Intellectual property consists of two separate branches: industrial property and copyright property. Industrial property covers ideas such as inventions, trademarks and industrial designs, where as copyrighted property covers literary works, music and photographic and artistic works. What deems being called copyrighted property is the heart of the RIAA v. Napster lawsuit. Are digitally-created MP3 files the exclusive property of the artists who created the music or is it considered legal for a music fan to create them from an original copy and distribute them all over the Internet?

Traditionally speaking, the Copyright Act of 1909 compensates the musicians with a royalty each time a song is transmitted onto any recorded format that can be replayed. This act creates a value that each artist could receive each time one of his or her pieces of music is distributed throughout cyberspace. The Copyright Act of 1976 updated many of the laws concerning copyrights that the United States maintained since 1909. The Copyright Act of 1976 brought about the limitations on exclusive rights such as fair use (Section 107), limitations on exclusive rights like copies by libraries and archives (Section 108) and the scope of the exclusive rights such as the use of copyrights when dealing with computers and other information systems (Section 117). Although this act covered an extensive amount of copyright protection laws, it would need to be updated in order to cover the new problems concerning copyrights with the dawn of digital music, which can be created on a computer.

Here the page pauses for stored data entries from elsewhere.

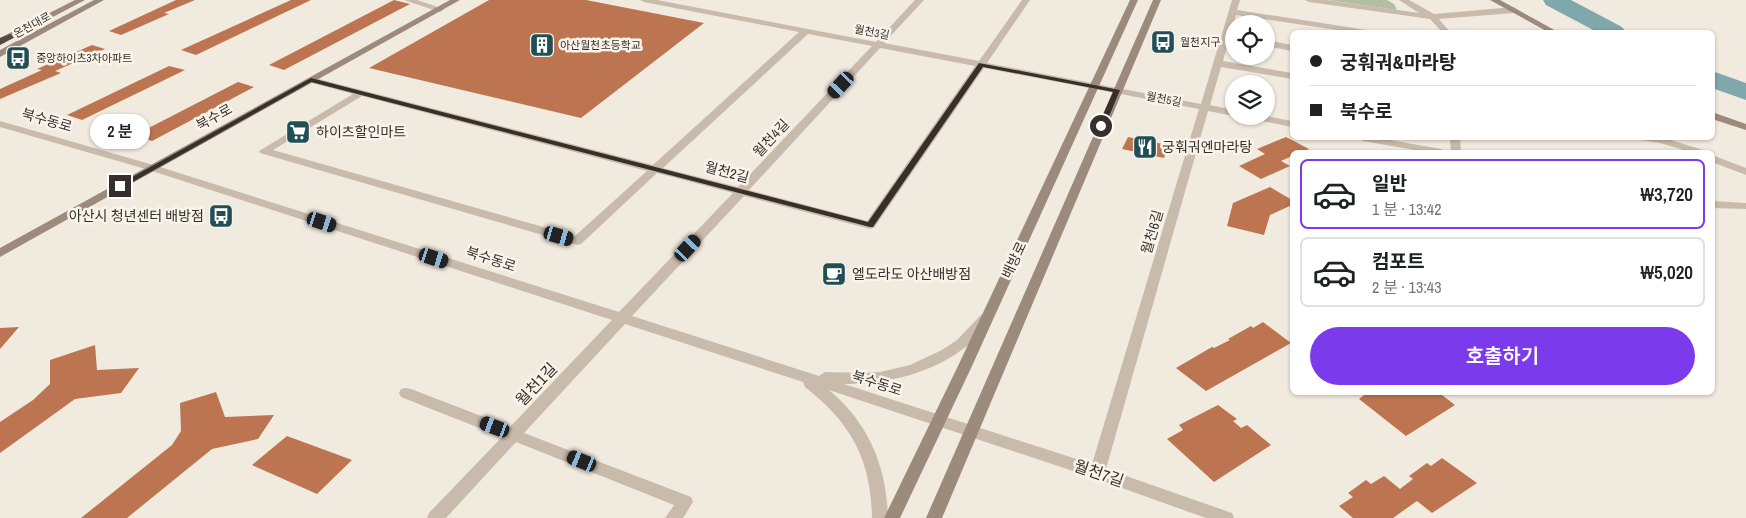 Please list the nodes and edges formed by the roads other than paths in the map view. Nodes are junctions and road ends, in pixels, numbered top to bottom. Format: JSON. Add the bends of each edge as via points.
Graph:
{"nodes":[{"id":1,"x":81,"y":0,"type":"edge"},
{"id":2,"x":100,"y":0,"type":"edge"},
{"id":3,"x":408,"y":0,"type":"edge"},
{"id":4,"x":456,"y":0,"type":"edge"},
{"id":5,"x":644,"y":0,"type":"edge"},
{"id":6,"x":920,"y":0,"type":"edge"},
{"id":7,"x":1026,"y":0,"type":"edge"},
{"id":8,"x":1134,"y":0,"type":"edge"},
{"id":9,"x":1157,"y":0,"type":"edge"},
{"id":10,"x":1309,"y":0,"type":"edge"},
{"id":11,"x":1403,"y":0,"type":"edge"},
{"id":12,"x":1494,"y":0,"type":"edge"},
{"id":13,"x":1234,"y":6,"type":"edge"},
{"id":14,"x":440,"y":9,"type":"junction"},
{"id":15,"x":1514,"y":10,"type":"junction"},
{"id":16,"x":1433,"y":17,"type":"junction"},
{"id":17,"x":1354,"y":30,"type":"edge"},
{"id":18,"x":1444,"y":30,"type":"edge"},
{"id":19,"x":1550,"y":30,"type":"edge"},
{"id":20,"x":806,"y":31,"type":"junction"},
{"id":21,"x":3,"y":40,"type":"edge"},
{"id":22,"x":878,"y":45,"type":"junction"},
{"id":23,"x":1225,"y":45,"type":"edge"},
{"id":24,"x":1275,"y":45,"type":"edge"},
{"id":25,"x":1290,"y":48,"type":"edge"},
{"id":26,"x":0,"y":54,"type":"edge"},
{"id":27,"x":1217,"y":63,"type":"junction"},
{"id":28,"x":982,"y":64,"type":"junction"},
{"id":29,"x":1290,"y":76,"type":"edge"},
{"id":30,"x":311,"y":80,"type":"junction"},
{"id":31,"x":1095,"y":86,"type":"junction"},
{"id":32,"x":1117,"y":90,"type":"junction"},
{"id":33,"x":361,"y":93,"type":"junction"},
{"id":34,"x":1204,"y":107,"type":"junction"},
{"id":35,"x":1225,"y":111,"type":"edge"},
{"id":36,"x":1715,"y":116,"type":"edge"},
{"id":37,"x":1275,"y":121,"type":"edge"},
{"id":38,"x":0,"y":124,"type":"edge"},
{"id":39,"x":1290,"y":124,"type":"edge"},
{"id":40,"x":1746,"y":127,"type":"edge"},
{"id":41,"x":1374,"y":140,"type":"edge"},
{"id":42,"x":1662,"y":140,"type":"edge"},
{"id":43,"x":1430,"y":150,"type":"edge"},
{"id":44,"x":1693,"y":150,"type":"edge"},
{"id":45,"x":1715,"y":159,"type":"edge"},
{"id":46,"x":153,"y":168,"type":"junction"},
{"id":47,"x":656,"y":169,"type":"junction"},
{"id":48,"x":1746,"y":172,"type":"edge"},
{"id":49,"x":741,"y":191,"type":"junction"},
{"id":50,"x":1715,"y":204,"type":"edge"},
{"id":51,"x":1746,"y":206,"type":"edge"},
{"id":52,"x":1,"y":251,"type":"edge"},
{"id":53,"x":989,"y":314,"type":"junction"},
{"id":54,"x":622,"y":318,"type":"junction"},
{"id":55,"x":797,"y":374,"type":"junction"},
{"id":56,"x":406,"y":392,"type":"dead end"},
{"id":57,"x":940,"y":420,"type":"junction"},
{"id":58,"x":971,"y":430,"type":"junction"},
{"id":59,"x":513,"y":434,"type":"junction"},
{"id":60,"x":1097,"y":472,"type":"junction"},
{"id":61,"x":435,"y":518,"type":"edge"},
{"id":62,"x":673,"y":518,"type":"edge"},
{"id":63,"x":880,"y":518,"type":"edge"},
{"id":64,"x":892,"y":518,"type":"edge"},
{"id":65,"x":934,"y":518,"type":"edge"},
{"id":66,"x":1226,"y":518,"type":"edge"}],
"edges":[{"from":1,"to":21,"type":"street","name":"온천대로"},
{"from":2,"to":26,"type":"street","name":"온천대로"},
{"from":3,"to":14,"type":"street"},
{"from":4,"to":14,"type":"street","name":"북수로"},
{"from":5,"to":20,"type":"street","name":"월천3길"},
{"from":6,"to":22,"type":"street","name":"월천4길"},
{"from":7,"to":28,"type":"street","name":"월천2길"},
{"from":8,"to":31,"type":"street","name":"배방로"},
{"from":9,"to":32,"type":"street","name":"배방로"},
{"from":10,"to":16,"type":"street"},
{"from":11,"to":16,"type":"street"},
{"from":12,"to":15,"type":"street"},
{"from":13,"to":17,"type":"street"},
{"from":14,"to":30,"type":"street","name":"북수로"},
{"from":15,"to":16,"type":"street"},
{"from":15,"to":19,"type":"street"},
{"from":16,"to":18,"type":"street"},
{"from":20,"to":22,"type":"street","name":"월천3길"},
{"from":20,"to":47,"type":"street"},
{"from":22,"to":28,"type":"street","name":"월천3길"},
{"from":22,"to":49,"type":"street","name":"월천4길"},
{"from":23,"to":27,"type":"street","name":"월천6길"},
{"from":24,"to":25,"type":"street"},
{"from":27,"to":29,"type":"street"},
{"from":27,"to":34,"type":"street","name":"월천6길"},
{"from":28,"to":31,"type":"street","name":"월천3길"},
{"from":28,"to":49,"type":"street","name":"월천2길","via":[[870,225]]},
{"from":30,"to":33,"type":"street","name":"월천2길"},
{"from":30,"to":46,"type":"street","name":"북수로"},
{"from":31,"to":32,"type":"street","name":"월천5길"},
{"from":31,"to":53,"type":"street","name":"배방로"},
{"from":32,"to":34,"type":"street","name":"월천5길"},
{"from":32,"to":58,"type":"street","name":"배방로"},
{"from":33,"to":47,"type":"street","name":"월천2길"},
{"from":33,"to":47,"type":"street","via":[[264,151],[578,241]]},
{"from":34,"to":35,"type":"street","name":"월천5길"},
{"from":34,"to":60,"type":"street","name":"월천6길"},
{"from":36,"to":40,"type":"street"},
{"from":37,"to":39,"type":"street"},
{"from":38,"to":46,"type":"street","name":"북수동로"},
{"from":41,"to":43,"type":"street"},
{"from":42,"to":44,"type":"street"},
{"from":45,"to":48,"type":"street"},
{"from":46,"to":52,"type":"street","name":"북수로"},
{"from":46,"to":54,"type":"street","name":"북수동로"},
{"from":47,"to":49,"type":"street","name":"월천2길"},
{"from":49,"to":54,"type":"street","name":"월천4길"},
{"from":50,"to":51,"type":"street"},
{"from":53,"to":55,"type":"street","via":[[963,342],[930,363],[893,376],[849,380]]},
{"from":53,"to":57,"type":"street","name":"배방로"},
{"from":54,"to":55,"type":"street","name":"북수동로"},
{"from":54,"to":59,"type":"street","name":"월천1길"},
{"from":55,"to":57,"type":"street","name":"북수동로"},
{"from":55,"to":63,"type":"street","via":[[829,396],[854,424],[872,458],[881,499]]},
{"from":56,"to":59,"type":"street"},
{"from":57,"to":58,"type":"street","name":"북수동로"},
{"from":57,"to":64,"type":"street","name":"배방로"},
{"from":58,"to":60,"type":"street","name":"월천7길"},
{"from":58,"to":65,"type":"street","name":"배방로"},
{"from":59,"to":61,"type":"street","name":"월천1길"},
{"from":59,"to":62,"type":"street","via":[[684,502]]},
{"from":60,"to":66,"type":"street","name":"월천7길"}]}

Although much of the Copyright Acts of 1909 and 1976 hold their value today, the Digital Millennium Copyright Act of 1998 (DMCA) was considered to be an important piece of legislation for rulings in the entertainment industry. What the DMCA does is place the burden on the user instead of making the service provider responsible for an illegal action on the part of the user. The DMCA was written to protect services such as America Online (AOL) in the instance that AOL users were trading illegal material, such as child pornography, online. Communication lawyers have questioned whether the DMCA can cover online music trading communities, such as Napster. New York lawyer Neil Rosini claims, "The DMCA was never intended for companies like Napster." The RIAA feels that when it comes to Napster, the DMCA is not applicable. According to the RIAA, "Copyright law has long recognized that someone who materially contributes to infringing activity, with knowledge of that activity, is liable for copyright infringement."

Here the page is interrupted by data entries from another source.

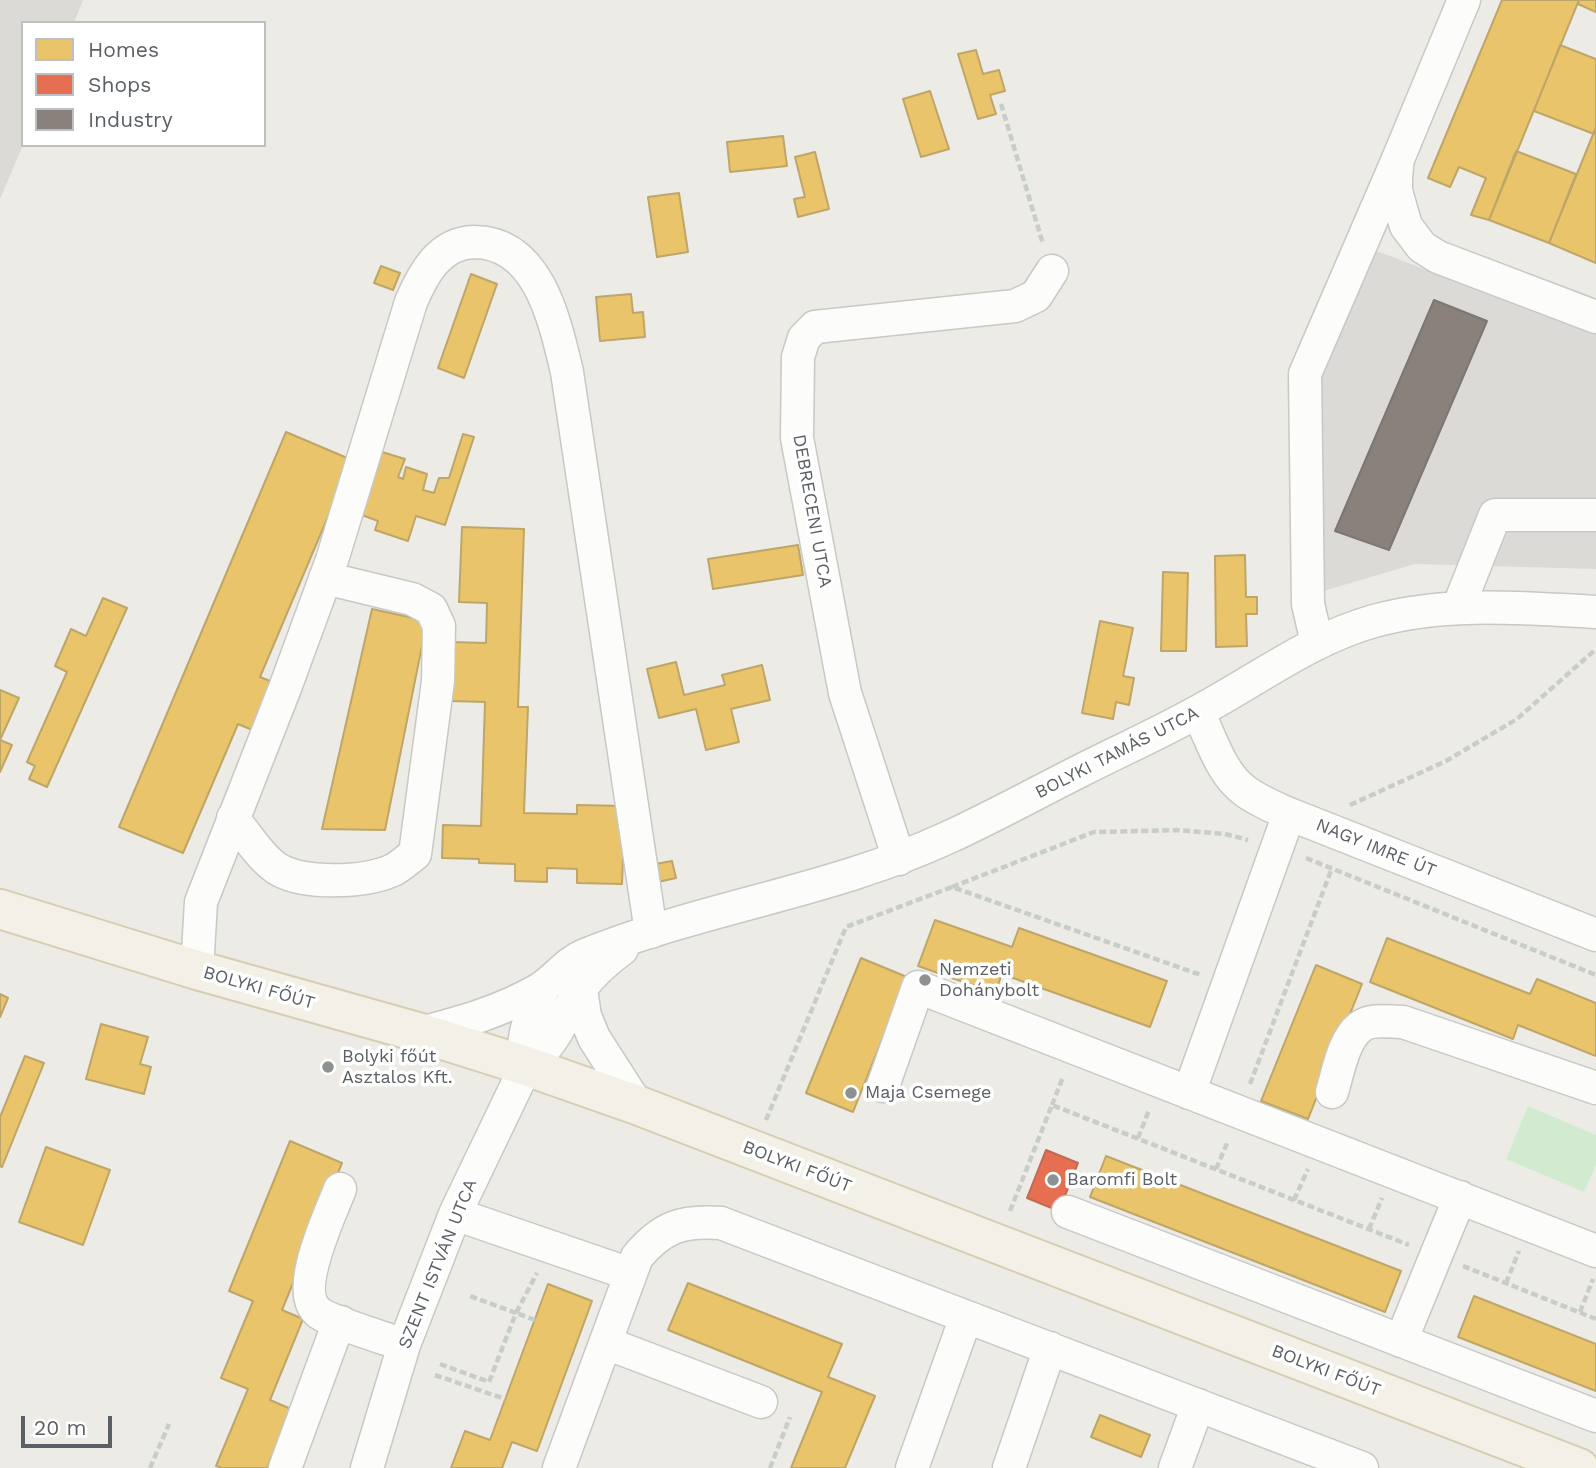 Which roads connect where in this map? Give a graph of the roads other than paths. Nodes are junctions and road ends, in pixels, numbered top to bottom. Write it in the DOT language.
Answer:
graph roads {
  1 [pos="1464,0"];
  2 [pos="1398,159"];
  3 [pos="1052,271"];
  4 [pos="1596,317"];
  5 [pos="1596,515"];
  6 [pos="325,578"];
  7 [pos="1458,608"];
  8 [pos="1596,612"];
  9 [pos="1317,643"];
  10 [pos="1198,712"];
  11 [pos="233,818"];
  12 [pos="1300,818"];
  13 [pos="899,859"];
  14 [pos="0,909"];
  15 [pos="645,934"];
  16 [pos="1596,935"];
  17 [pos="197,970"];
  18 [pos="544,987"];
  19 [pos="581,989"];
  20 [pos="421,1033"];
  21 [pos="526,1066"];
  22 [pos="883,1086"];
  23 [pos="1596,1088"];
  24 [pos="1332,1092"];
  25 [pos="1189,1093"];
  26 [pos="637,1105"];
  27 [pos="340,1189"];
  28 [pos="1460,1197"];
  29 [pos="1068,1212"];
  30 [pos="454,1214"];
  31 [pos="1596,1251"];
  32 [pos="630,1274"];
  33 [pos="966,1317"];
  34 [pos="341,1322"];
  35 [pos="1401,1341"];
  36 [pos="606,1343"];
  37 [pos="404,1345"];
  38 [pos="1050,1348"];
  39 [pos="761,1402"];
  40 [pos="1198,1405"];
  41 [pos="1596,1416"];
  42 [pos="285,1468"];
  43 [pos="367,1468"];
  44 [pos="558,1468"];
  45 [pos="912,1468"];
  46 [pos="1009,1468"];
  47 [pos="1175,1468"];
  48 [pos="1362,1468"];
  49 [pos="1579,1468"];
  1 -- 2 [label="street"];
  2 -- 4 [label="street"];
  2 -- 9 [label="street"];
  3 -- 13 [label="street, DEBRECENI UTCA"];
  5 -- 7 [label="street"];
  6 -- 11 [label="street"];
  6 -- 11 [label="street"];
  6 -- 15 [label="street"];
  7 -- 8 [label="street, BOLYKI TAMÁS UTCA"];
  7 -- 9 [label="street, BOLYKI TAMÁS UTCA"];
  9 -- 10 [label="street, BOLYKI TAMÁS UTCA"];
  10 -- 12 [label="street, NAGY IMRE ÚT"];
  10 -- 13 [label="street, BOLYKI TAMÁS UTCA"];
  11 -- 17 [label="street"];
  12 -- 16 [label="street, NAGY IMRE ÚT"];
  12 -- 25 [label="street"];
  13 -- 15 [label="street, BOLYKI TAMÁS UTCA"];
  14 -- 17 [label="main road, BOLYKI FŐÚT"];
  15 -- 18 [label="street, BOLYKI TAMÁS UTCA"];
  15 -- 19 [label="street, BOLYKI TAMÁS UTCA"];
  17 -- 20 [label="main road, BOLYKI FŐÚT"];
  18 -- 20 [label="street, BOLYKI TAMÁS UTCA"];
  18 -- 21 [label="street, BOLYKI TAMÁS UTCA"];
  19 -- 21 [label="street, BOLYKI TAMÁS UTCA"];
  19 -- 26 [label="street"];
  20 -- 21 [label="main road, BOLYKI FŐÚT"];
  21 -- 26 [label="main road, BOLYKI FŐÚT"];
  21 -- 30 [label="street, SZENT ISTVÁN UTCA"];
  22 -- 25 [label="street"];
  23 -- 24 [label="street"];
  25 -- 28 [label="street"];
  26 -- 49 [label="main road, BOLYKI FŐÚT"];
  27 -- 34 [label="street"];
  28 -- 31 [label="street"];
  28 -- 35 [label="street"];
  29 -- 35 [label="street"];
  30 -- 32 [label="street"];
  30 -- 37 [label="street, SZENT ISTVÁN UTCA"];
  32 -- 33 [label="street"];
  32 -- 36 [label="street"];
  33 -- 38 [label="street"];
  33 -- 45 [label="street"];
  34 -- 37 [label="street"];
  34 -- 42 [label="street"];
  35 -- 41 [label="street"];
  36 -- 39 [label="street"];
  36 -- 44 [label="street"];
  37 -- 43 [label="street, SZENT ISTVÁN UTCA"];
  38 -- 40 [label="street"];
  38 -- 46 [label="street"];
  40 -- 47 [label="street"];
  40 -- 48 [label="street"];
}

Numerous legal experts have weighed in with their opinions on the RIAA v. Napster case, mainly because the decision could have a tremendous affect on copyright law in the 21st century. One issue is whether it is legal or not to record songs on a computer. The Audio Home Recording Act (AHRA) allows for the use of digital audio recording devices for personal, non-commerical recording of copyrighted music-without liability. However, it is unclear if a computer would qualify for the exception, since at least one court has ruled that a computer is not a digital audio recording device.